Pierre Beuvelet est doublement allié à ma branche auvergnato-parisienne :
- il épouse une première fois Marguerite Malié (1831-1863), fille de mes ancêtres Philibert Malié et Jeanne Debraye, originaires d'Issoire (Puy-de-Dôme), qu'ils quittent entre 1836 et 1841 pour s'installer à Paris comme... marchands aux halles ;
- veuf, il se remarie en 1863 avec Anne Burande (1846-1883), fille de mes ancêtres Antoine Burande et Anne Malié (soeur de Marguerite Malié).
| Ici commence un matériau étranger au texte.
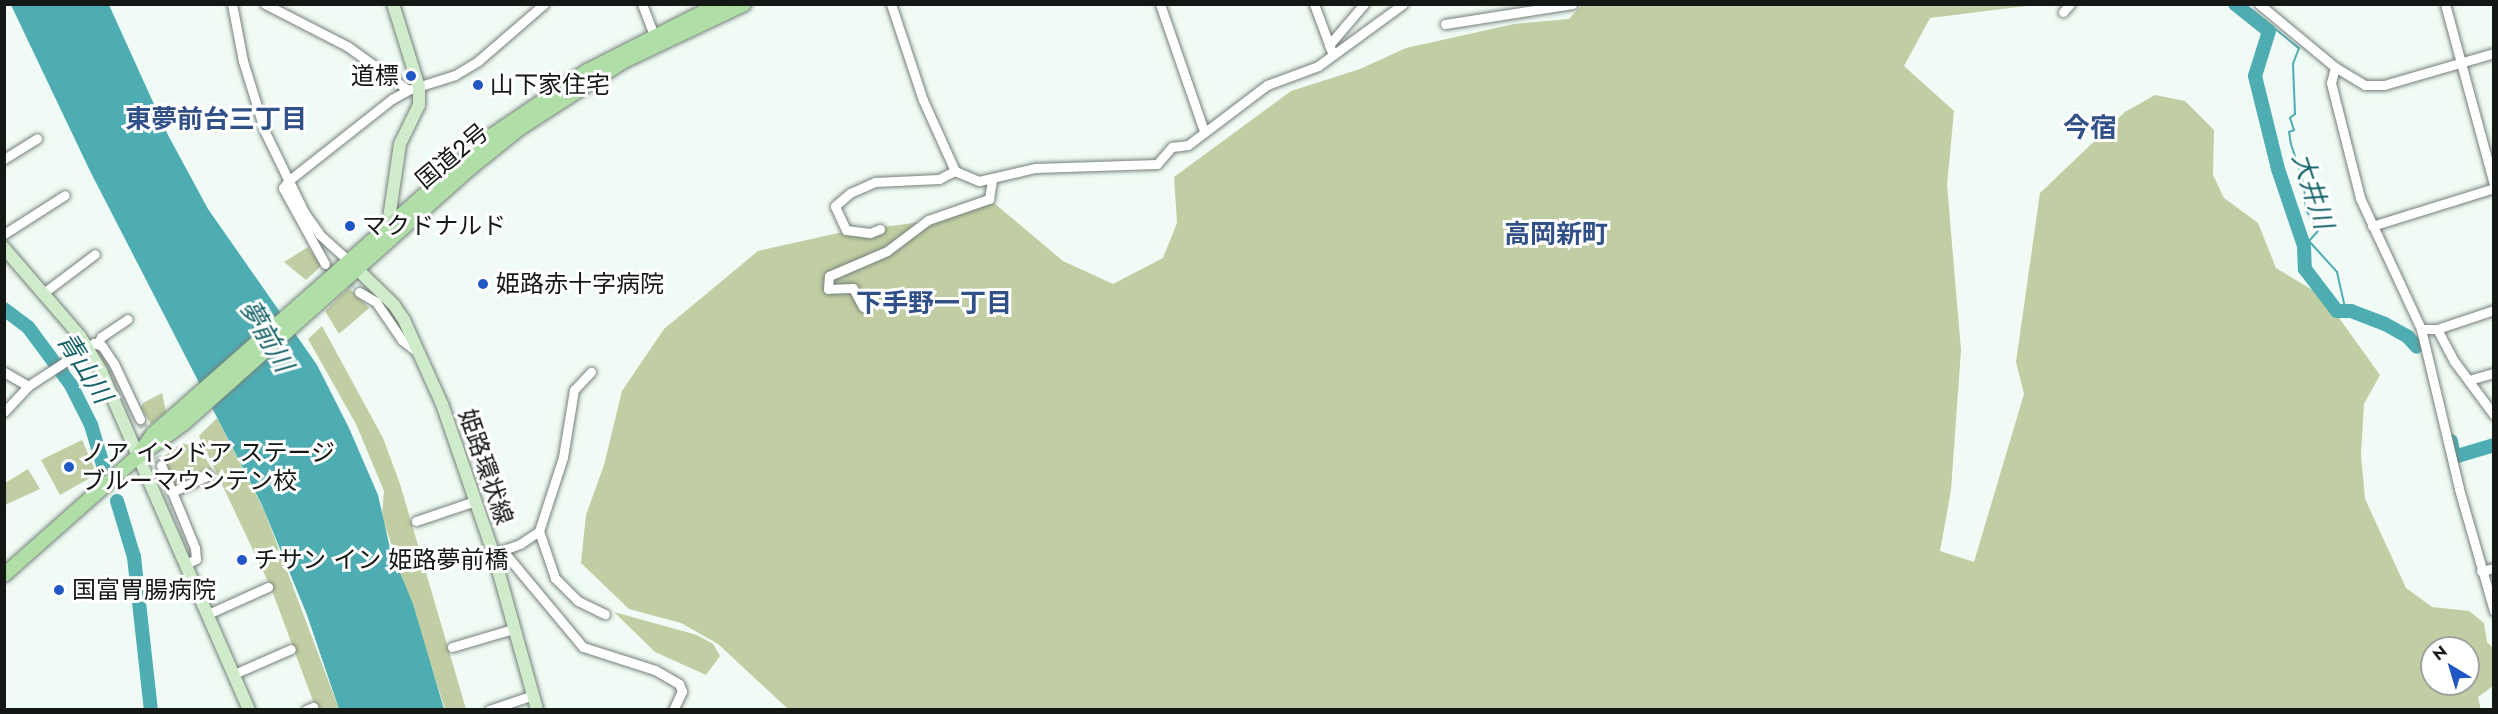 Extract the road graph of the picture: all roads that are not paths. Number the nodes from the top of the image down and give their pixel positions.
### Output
1 (232, 4) edge
2 (266, 4) edge
3 (393, 4) edge
4 (544, 4) edge
5 (642, 4) edge
6 (719, 4) edge
7 (744, 4) edge
8 (891, 4) edge
9 (1160, 4) edge
10 (1314, 4) edge
11 (1364, 4) edge
12 (1403, 4) edge
13 (1572, 4) edge
14 (2259, 4) edge
15 (2445, 4) edge
16 (1445, 24) dead end
17 (654, 35) junction
18 (1329, 45) junction
19 (2493, 53) edge
20 (1333, 55) junction
21 (2463, 62) junction
22 (2335, 67) junction
23 (413, 88) junction
24 (1204, 131) junction
25 (37, 138) dead end
26 (2489, 151) edge
27 (4, 159) edge
28 (955, 171) junction
29 (992, 179) junction
30 (288, 180) junction
31 (2493, 186) edge
32 (65, 195) dead end
33 (396, 220) junction
34 (2372, 226) junction
35 (880, 229) dead end
36 (4, 234) edge
37 (4, 248) edge
38 (95, 254) dead end
39 (325, 264) tunnel mouth
40 (353, 265) junction
41 (359, 292) tunnel mouth
42 (42, 294) junction
43 (863, 307) dead end
44 (2493, 310) edge
45 (128, 319) dead end
46 (2421, 329) junction
47 (2437, 329) junction
48 (93, 345) junction
49 (416, 351) junction
50 (4, 372) edge
51 (591, 372) dead end
52 (2493, 373) edge
53 (2469, 380) junction
54 (28, 386) junction
55 (4, 412) edge
56 (2493, 415) edge
57 (141, 419) tunnel mouth
58 (138, 456) junction
59 (161, 465) tunnel mouth
60 (209, 475) dead end
61 (172, 492) junction
62 (475, 501) junction
63 (416, 521) dead end
64 (539, 531) junction
65 (498, 552) junction
66 (186, 564) junction
67 (2493, 568) edge
68 (2481, 571) junction
69 (4, 575) edge
70 (268, 587) dead end
71 (2493, 606) edge
72 (208, 614) junction
73 (605, 614) dead end
74 (513, 629) junction
75 (452, 647) dead end
76 (291, 649) dead end
77 (234, 674) junction
78 (533, 695) junction
79 (249, 710) edge
80 (489, 710) edge
81 (537, 710) edge
82 (673, 710) edge

1 - 30 street
2 - 23 street
3 - 23 main road
4 - 23 street
5 - 17 street
6 - 17 highway, 国道2号
7 - 40 highway, 国道2号
8 - 28 street
9 - 24 street
10 - 18 street
11 - 18 street
12 - 20 street
13 - 16 street
14 - 22 street
15 - 21 street
17 - 33 highway, 国道2号
18 - 20 street
19 - 21 street
20 - 24 street
21 - 22 street
21 - 26 street
22 - 34 street
23 - 30 street
23 - 33 main road
24 - 29 street
25 - 27 street
26 - 31 street
28 - 29 street
28 - 35 street
29 - 43 street
30 - 39 street
30 - 40 street
31 - 34 street
32 - 36 street
33 - 40 highway, 国道2号
34 - 46 street
37 - 42 main road
38 - 42 street
40 - 49 main road, 姫路環状線
40 - 58 highway, 国道2号
41 - 49 street
42 - 48 main road
44 - 47 street
45 - 48 street
46 - 47 street
46 - 68 street
47 - 53 street
48 - 54 street
48 - 57 street
48 - 58 main road
49 - 62 main road, 姫路環状線
50 - 54 street
51 - 64 street
52 - 53 street
53 - 56 street
54 - 55 street
58 - 66 main road
58 - 69 highway, 国道2号
59 - 61 street
60 - 61 street
61 - 66 street
62 - 63 street
62 - 65 main road, 姫路環状線
64 - 65 street
64 - 73 street
65 - 74 main road, 姫路環状線
65 - 82 street
66 - 72 main road
67 - 68 street
68 - 71 street
70 - 72 street
72 - 77 main road
74 - 75 street
74 - 78 main road, 姫路環状線
76 - 77 street
77 - 79 main road
78 - 80 street
78 - 81 main road, 姫路環状線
En bref, Pierre Beuvelet épouse en secondes noces la nièce de son épouse décédée, qui a 17 ans de moins de lui. À son décès, Pierre Bevelet laisse 4 enfants mineurs : Achille (9 ans), Elisa (8 ans), Louis Victor (4 ans), Blanche (6 mois). Anne Burande lui survivra quelques années et mourra à l'âge de 38 ans. Pour l'instant je n'ai pas plus d'informations sur le devenir de la famille après le décès du père.
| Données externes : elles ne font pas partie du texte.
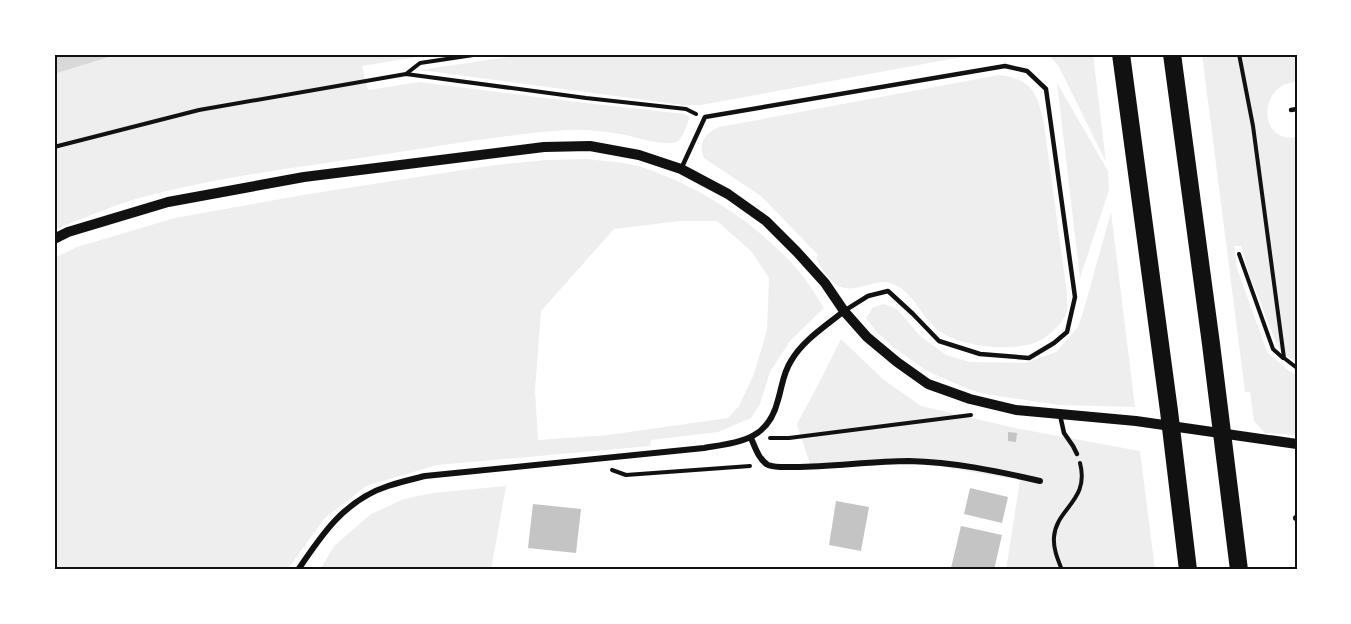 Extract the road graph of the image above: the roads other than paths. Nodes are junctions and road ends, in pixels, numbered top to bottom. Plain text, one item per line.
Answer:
1 (1121, 54) edge
2 (1172, 54) edge
3 (681, 169) junction
4 (54, 239) edge
5 (844, 311) junction
6 (1060, 415) junction
7 (751, 438) junction
8 (1297, 444) edge
9 (1077, 454) road end
10 (1040, 481) dead end
11 (298, 570) edge
12 (1188, 570) edge
13 (1239, 570) edge

1 - 12 highway
2 - 13 highway
3 - 4 street
3 - 5 street
3 - 5 lane
5 - 6 street
5 - 7 street
6 - 8 street
6 - 9 lane
7 - 10 street
7 - 11 street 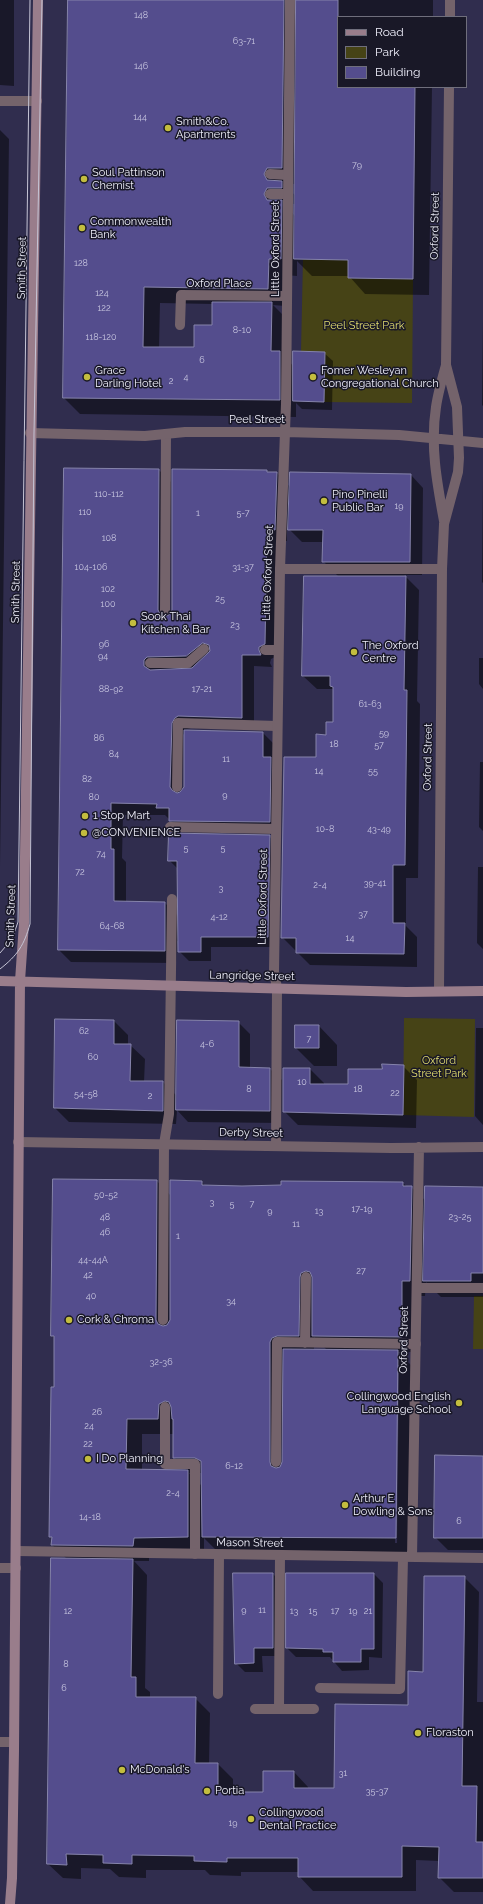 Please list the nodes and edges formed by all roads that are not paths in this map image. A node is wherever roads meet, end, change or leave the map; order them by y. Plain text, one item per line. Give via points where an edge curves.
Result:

Son inventaire après décès est intéressant à plus d'un titre. Comme tout inventaire après décès, il a la magie de dépeindre telle une photographie l'intérieur et les biens d'un foyer. Les membres des familles Beuvelet, Burande, Malié, Debraye, travaillant tous aux halles, étaient assez proches. À défaut de trouver dans l'immédiat des actes notariés concernant mes propres ancêtres, celui d'un proche, exerçant le même métier et évoluant dans le même milieu, est une source plutôt fiable et riche pour approcher d'un peu plus près l'intérieur d'un foyer de petits marchands aux halles de Paris, leurs biens, l'aménagement de leur appartement (avec ses décorations !), leur équilibre financier (avec dettes, sous-location), etc. Sans compter que "madame veuve Beuvelet", comme elle est appelée à longueur d'inventaire, ou plutôt Anne Burande (comme elle signe), retournera, une fois veuve, habiter chez sa mère, au 3 rue Pirouette (rue disparue au nom charmant qui fera l'objet d'un prochain article), emportant sans doute quelques-uns des effets mentionnés dans l'acte notarié.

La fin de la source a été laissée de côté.